2021 Volume 68 Issue 11 Pages 1303-1308
Identification of the parathyroid glands during surgery is crucial for preventing postoperative hypoparathyroidism. Kikumori et al. reported that the aspartate aminotransferase (AST)/lactate dehydrogenase (LDH) ratio for the saline suspension of a suspicious tissue can differentiate parathyroid tissue from other tissues. The aim of this study was to evaluate the utility of this method and investigate the appropriate time for measurement. We obtained 465 tissue specimens during thyroidectomy of 102 patients with papillary thyroid carcinoma (PTC), and 422 specimens (129 parathyroid, 92 PTC, and 201 other tissues) with measurable AST and LDH were analyzed. Small pieces of the tissues were immersed in saline and sent for measurement of AST and LDH. The assay was performed immediately after thyroidectomy for 245 specimens (the same-day group) and during the next morning for the remaining 177 specimens (the next-day group). The accuracy of diagnosing parathyroid tissue was significantly better in the same-day group than in the next-day group. A cut-off value of 0.18 gave the best diagnostic precision, with an area under the receiver operating characteristic curve of 0.95 and 88.7% sensitivity and specificity in the same-day group. When the cut-off value was set to 0.20, the specificity for excluding carcinomatous tissues was 100%. When measured on the day of the surgery, the AST/LDH ratio for the saline suspension of the surgical specimens is useful for discriminating parathyroid tissues from other tissues. This method can be utilized at most hospitals where intraoperative frozen sections or rapid parathyroid hormone assays are not available.

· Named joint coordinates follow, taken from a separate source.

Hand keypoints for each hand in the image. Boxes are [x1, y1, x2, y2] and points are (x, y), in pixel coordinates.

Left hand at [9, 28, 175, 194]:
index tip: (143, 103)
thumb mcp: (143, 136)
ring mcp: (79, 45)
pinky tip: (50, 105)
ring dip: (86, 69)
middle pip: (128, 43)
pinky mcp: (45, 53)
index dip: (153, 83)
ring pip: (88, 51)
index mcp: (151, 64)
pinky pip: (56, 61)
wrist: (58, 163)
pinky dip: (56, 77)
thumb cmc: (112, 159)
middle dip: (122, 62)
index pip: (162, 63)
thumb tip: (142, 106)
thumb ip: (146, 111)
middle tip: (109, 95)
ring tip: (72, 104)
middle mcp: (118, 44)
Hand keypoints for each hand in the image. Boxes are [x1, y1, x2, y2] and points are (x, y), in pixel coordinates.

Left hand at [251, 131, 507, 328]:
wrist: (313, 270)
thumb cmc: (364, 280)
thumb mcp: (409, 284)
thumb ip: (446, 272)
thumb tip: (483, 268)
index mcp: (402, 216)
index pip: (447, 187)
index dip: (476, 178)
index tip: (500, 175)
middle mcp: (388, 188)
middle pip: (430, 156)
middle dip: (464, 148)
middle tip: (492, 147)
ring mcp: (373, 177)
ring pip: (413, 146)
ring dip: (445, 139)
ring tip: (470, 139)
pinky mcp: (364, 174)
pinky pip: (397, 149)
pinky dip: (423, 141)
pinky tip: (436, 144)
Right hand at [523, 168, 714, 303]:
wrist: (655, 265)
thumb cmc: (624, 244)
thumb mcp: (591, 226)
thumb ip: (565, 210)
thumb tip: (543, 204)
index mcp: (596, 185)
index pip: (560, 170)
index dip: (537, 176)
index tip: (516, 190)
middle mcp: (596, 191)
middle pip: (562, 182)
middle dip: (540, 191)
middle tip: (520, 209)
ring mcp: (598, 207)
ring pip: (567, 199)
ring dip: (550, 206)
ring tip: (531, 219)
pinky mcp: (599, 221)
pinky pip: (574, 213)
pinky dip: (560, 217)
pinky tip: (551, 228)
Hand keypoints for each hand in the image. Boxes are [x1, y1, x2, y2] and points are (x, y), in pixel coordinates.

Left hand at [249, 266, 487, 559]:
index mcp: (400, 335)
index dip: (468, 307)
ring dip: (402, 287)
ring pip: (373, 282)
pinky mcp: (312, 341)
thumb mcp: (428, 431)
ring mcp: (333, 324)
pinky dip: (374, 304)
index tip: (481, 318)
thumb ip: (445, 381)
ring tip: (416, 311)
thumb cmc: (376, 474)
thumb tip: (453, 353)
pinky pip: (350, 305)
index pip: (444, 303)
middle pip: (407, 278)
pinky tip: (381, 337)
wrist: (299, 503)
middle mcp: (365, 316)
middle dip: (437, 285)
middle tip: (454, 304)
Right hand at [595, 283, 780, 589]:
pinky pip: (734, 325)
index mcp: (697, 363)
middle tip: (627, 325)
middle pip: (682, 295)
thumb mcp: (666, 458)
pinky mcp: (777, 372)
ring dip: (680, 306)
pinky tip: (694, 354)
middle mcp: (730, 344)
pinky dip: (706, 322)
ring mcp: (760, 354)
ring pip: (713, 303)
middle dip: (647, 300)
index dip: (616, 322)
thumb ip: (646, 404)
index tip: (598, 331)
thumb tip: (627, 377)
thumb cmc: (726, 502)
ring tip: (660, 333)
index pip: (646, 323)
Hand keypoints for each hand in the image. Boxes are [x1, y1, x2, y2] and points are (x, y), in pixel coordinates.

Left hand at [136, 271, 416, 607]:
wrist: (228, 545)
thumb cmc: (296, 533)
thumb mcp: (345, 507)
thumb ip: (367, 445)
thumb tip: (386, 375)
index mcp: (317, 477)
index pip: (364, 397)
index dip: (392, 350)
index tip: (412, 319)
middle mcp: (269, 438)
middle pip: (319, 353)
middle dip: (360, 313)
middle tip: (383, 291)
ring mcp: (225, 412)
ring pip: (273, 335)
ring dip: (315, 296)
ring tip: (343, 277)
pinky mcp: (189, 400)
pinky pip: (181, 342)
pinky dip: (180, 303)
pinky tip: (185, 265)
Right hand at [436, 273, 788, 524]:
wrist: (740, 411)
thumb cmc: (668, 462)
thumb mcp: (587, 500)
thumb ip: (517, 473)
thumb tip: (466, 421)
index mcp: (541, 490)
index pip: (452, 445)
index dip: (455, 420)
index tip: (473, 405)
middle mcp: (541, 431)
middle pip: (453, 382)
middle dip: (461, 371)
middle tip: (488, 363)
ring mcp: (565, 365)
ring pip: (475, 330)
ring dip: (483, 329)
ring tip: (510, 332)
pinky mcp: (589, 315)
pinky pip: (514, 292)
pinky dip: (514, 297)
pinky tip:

PERMANENT HYPOTHYROIDISM is a well-known and significant complication of thyroid surgery. The overall incidence of permanent hypoparathyroidism after total thyroidectomy with central compartment neck dissection for differentiated thyroid carcinoma has been reported to be 19–25% [1, 2]. Patients require a lifetime prescription of vitamin D with or without calcium supplements. To avoid permanent postoperative hypoparathyroidism, locating the parathyroid glands during surgery is crucial for preserving the gland in situ or autotransplanting the parathyroid tissue in muscular pockets. During thyroid surgery, the parathyroid glands are traditionally and mainly identified macroscopically by surgeons; the accuracy greatly depends on the surgeon’s experience. Alternatively, pathological diagnosis of frozen sections [3], intraoperative measurement of parathyroid hormone (PTH) in the suspension of suspicious tissues [4], and detection of the parathyroid using a near-infrared imaging system [5] have also been reported. However, these methods have low general versatility due to the need for pathologists or special equipment. Kikumori et al. reported that the aspartate aminotransferase (AST)/lactate dehydrogenase (LDH) ratio for saline in which trace amounts of suspicious tissues were suspended accurately differentiated parathyroid tissue from other tissues, and they proposed this method to be convenient and versatile [6]. However, their study included only a few cases from a single institution, and measurements for 14 (15%) cases were obtained using washouts of the needles used for preoperative aspiration biopsy. Furthermore, the timing of the AST and LDH measurements was unclear, and it was also unclear whether the measured samples other than the parathyroid tissues were pathologically identified. The aim of this study was to evaluate the utility of the AST/LDH ratios in discriminating parathyroid tissue from other tissues using surgical specimens that were pathologically confirmed. In addition, we studied the effect of the time between tissue sampling and the assessment of the diagnostic accuracy.
We evaluated 465 tissue specimens obtained from 102 patients with papillary thyroid carcinoma (PTC) who underwent total thyroidectomy between December 2019 and April 2020 at our institution. This study was approved by our institutional ethical review board, and the patients provided informed consent.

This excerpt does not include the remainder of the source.